Seguí andando y hasta que llegué a mi destino no pude dejar de pensar que todo lo sentido, o mejor, que todo lo vivido había sucedido por segunda vez, pero con medio siglo de diferencia en el tiempo. Porque muy parecidos fueron aquellos primeros días de octubre del 75, recién llegado a esta ciudad que, mis sentidos de muchachito rural, no controlaban: si en el pueblo cualquier desplazamiento era poco menos que un paseo, aquí se convertía en un corto viaje; si allí salías a la calle con las manos en los bolsillos, aquí no debías olvidar las llaves de una vivienda que no era la tuya, poner algo de dinero en una cartera que jamás había portado y lo más importante, el carnet de identidad, que te habían dicho que eso nunca se debía dejar en casa.

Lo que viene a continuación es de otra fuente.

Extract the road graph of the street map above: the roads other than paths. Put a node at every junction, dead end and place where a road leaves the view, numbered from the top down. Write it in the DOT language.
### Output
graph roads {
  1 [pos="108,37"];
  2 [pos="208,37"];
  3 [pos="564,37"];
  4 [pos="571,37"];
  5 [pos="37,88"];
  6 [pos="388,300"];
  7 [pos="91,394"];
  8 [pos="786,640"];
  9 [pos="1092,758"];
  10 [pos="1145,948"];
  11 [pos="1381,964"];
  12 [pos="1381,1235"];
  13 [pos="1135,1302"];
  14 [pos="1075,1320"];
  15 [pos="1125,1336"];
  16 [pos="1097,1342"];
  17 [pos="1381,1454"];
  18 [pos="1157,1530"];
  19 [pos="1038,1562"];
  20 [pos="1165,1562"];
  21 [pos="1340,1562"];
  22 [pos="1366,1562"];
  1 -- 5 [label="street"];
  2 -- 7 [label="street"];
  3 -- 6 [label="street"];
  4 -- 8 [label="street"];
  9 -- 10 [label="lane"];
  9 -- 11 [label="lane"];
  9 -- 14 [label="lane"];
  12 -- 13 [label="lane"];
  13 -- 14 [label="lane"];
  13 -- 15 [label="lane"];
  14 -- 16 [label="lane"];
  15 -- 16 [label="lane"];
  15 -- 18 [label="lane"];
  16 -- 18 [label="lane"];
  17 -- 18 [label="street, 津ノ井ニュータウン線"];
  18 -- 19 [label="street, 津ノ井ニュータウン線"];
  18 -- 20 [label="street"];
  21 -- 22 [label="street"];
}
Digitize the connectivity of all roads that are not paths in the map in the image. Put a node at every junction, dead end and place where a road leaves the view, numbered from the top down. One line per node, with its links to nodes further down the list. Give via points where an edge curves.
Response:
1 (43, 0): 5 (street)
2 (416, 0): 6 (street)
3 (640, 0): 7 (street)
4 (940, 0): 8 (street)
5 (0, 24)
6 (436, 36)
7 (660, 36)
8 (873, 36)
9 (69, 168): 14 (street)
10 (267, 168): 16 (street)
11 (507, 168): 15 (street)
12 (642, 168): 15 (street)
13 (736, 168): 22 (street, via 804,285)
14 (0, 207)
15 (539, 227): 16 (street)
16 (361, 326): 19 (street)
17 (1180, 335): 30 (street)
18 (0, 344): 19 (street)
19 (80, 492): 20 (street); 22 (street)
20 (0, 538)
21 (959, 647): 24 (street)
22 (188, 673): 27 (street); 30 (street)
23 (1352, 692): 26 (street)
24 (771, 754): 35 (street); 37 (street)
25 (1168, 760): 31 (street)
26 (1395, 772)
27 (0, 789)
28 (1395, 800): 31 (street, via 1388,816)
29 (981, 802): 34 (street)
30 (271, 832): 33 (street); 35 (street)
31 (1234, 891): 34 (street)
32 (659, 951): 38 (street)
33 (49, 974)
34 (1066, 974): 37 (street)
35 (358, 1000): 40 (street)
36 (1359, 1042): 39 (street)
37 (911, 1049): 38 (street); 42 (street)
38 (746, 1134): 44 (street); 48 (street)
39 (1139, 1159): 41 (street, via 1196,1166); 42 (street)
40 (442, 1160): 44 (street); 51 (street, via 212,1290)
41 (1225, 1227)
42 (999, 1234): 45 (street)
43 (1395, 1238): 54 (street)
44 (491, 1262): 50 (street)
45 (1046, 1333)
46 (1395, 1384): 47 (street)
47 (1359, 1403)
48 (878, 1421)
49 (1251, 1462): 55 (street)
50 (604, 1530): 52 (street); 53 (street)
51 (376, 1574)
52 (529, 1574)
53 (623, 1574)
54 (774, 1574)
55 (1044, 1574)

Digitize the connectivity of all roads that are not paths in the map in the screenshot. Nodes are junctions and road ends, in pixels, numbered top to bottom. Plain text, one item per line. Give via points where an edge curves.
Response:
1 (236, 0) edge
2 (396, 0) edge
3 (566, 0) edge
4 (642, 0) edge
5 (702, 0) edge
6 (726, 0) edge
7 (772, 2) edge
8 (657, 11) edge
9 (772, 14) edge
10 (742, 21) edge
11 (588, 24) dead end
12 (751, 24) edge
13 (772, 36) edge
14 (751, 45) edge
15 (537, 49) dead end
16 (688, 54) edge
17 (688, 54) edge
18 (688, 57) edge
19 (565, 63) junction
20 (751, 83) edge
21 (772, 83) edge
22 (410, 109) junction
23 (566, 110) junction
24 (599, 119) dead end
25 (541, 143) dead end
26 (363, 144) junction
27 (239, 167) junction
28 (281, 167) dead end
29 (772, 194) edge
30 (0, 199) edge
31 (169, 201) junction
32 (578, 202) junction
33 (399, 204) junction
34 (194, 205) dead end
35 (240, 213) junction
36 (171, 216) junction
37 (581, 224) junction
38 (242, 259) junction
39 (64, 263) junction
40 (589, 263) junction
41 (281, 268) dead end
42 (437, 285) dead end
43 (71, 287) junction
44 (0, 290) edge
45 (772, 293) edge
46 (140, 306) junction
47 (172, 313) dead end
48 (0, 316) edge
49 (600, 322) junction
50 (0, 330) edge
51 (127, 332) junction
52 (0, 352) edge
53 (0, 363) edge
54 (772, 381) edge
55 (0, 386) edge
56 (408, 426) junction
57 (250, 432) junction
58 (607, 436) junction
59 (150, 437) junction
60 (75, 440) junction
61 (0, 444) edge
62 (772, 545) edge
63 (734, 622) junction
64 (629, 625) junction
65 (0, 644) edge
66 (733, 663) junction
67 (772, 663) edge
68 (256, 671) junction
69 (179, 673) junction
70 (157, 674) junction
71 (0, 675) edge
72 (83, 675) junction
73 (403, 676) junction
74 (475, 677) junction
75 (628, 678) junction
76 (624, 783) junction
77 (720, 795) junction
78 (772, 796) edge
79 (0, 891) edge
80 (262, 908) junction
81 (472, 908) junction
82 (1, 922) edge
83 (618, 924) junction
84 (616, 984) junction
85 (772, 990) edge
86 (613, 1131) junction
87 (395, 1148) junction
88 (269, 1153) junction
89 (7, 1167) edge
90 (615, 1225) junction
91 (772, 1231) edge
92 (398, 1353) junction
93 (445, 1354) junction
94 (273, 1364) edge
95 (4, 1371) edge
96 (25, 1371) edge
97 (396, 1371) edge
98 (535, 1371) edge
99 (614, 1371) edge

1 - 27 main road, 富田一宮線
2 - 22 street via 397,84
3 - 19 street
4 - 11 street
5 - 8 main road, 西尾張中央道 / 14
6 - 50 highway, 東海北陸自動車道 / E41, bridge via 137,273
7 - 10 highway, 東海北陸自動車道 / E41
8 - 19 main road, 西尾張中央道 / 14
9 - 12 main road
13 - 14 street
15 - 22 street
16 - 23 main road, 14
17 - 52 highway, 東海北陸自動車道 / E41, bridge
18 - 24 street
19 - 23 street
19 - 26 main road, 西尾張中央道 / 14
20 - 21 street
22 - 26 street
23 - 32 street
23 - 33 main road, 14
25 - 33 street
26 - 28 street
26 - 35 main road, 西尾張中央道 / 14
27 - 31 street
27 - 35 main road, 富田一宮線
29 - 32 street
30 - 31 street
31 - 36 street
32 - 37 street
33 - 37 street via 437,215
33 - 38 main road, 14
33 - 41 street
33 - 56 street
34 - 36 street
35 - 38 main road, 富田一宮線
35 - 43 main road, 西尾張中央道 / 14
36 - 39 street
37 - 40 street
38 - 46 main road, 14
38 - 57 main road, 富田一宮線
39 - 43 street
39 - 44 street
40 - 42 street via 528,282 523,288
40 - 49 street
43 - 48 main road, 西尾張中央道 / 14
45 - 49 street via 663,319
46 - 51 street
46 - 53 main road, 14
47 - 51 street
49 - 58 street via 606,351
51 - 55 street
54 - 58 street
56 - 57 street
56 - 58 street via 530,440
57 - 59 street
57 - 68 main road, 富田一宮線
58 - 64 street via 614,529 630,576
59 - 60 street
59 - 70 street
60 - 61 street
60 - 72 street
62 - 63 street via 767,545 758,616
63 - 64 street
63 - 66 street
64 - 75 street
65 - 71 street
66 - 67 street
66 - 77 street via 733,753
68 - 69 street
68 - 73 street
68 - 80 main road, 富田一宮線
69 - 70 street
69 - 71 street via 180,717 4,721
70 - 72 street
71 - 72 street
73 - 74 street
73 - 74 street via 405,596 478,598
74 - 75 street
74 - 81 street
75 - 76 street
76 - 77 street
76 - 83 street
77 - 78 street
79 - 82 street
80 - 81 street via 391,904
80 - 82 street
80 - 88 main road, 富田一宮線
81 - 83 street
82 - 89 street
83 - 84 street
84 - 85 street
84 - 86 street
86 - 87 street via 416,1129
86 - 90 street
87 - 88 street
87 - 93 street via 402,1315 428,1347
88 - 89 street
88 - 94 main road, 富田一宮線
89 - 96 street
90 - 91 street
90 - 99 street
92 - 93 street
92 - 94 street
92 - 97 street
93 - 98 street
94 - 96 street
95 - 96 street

Sentado ahora, tranquilamente ante el teclado y la pantalla, me pregunto qué me pudo suceder esta mañana, cuál ha sido el cable que se me ha cruzado, para evocar sin reflexión alguna una realidad perdida en mi memoria, una circunstancia ya olvidada y que, por supuesto, superé. Lo que no quita que me preocupe y me lleve a reflexionar sobre ello, y concluir que, tal vez, se esté cerrando el círculo, que esta prolongadísima etapa de mi vida esté llegando a su fin y que la siguiente debe ser otra, a lo peor también entre suidos y autobuses urbanos, pero con otras señales, otras luces, otros horarios. Eso, horarios con minutos del tamaño de horas, en los que el tiempo no pese ni de órdenes.
Quinientas noventa palabras llevo escritas, según me chivatea la esquina izquierda de la pantalla. Aquí lo dejo.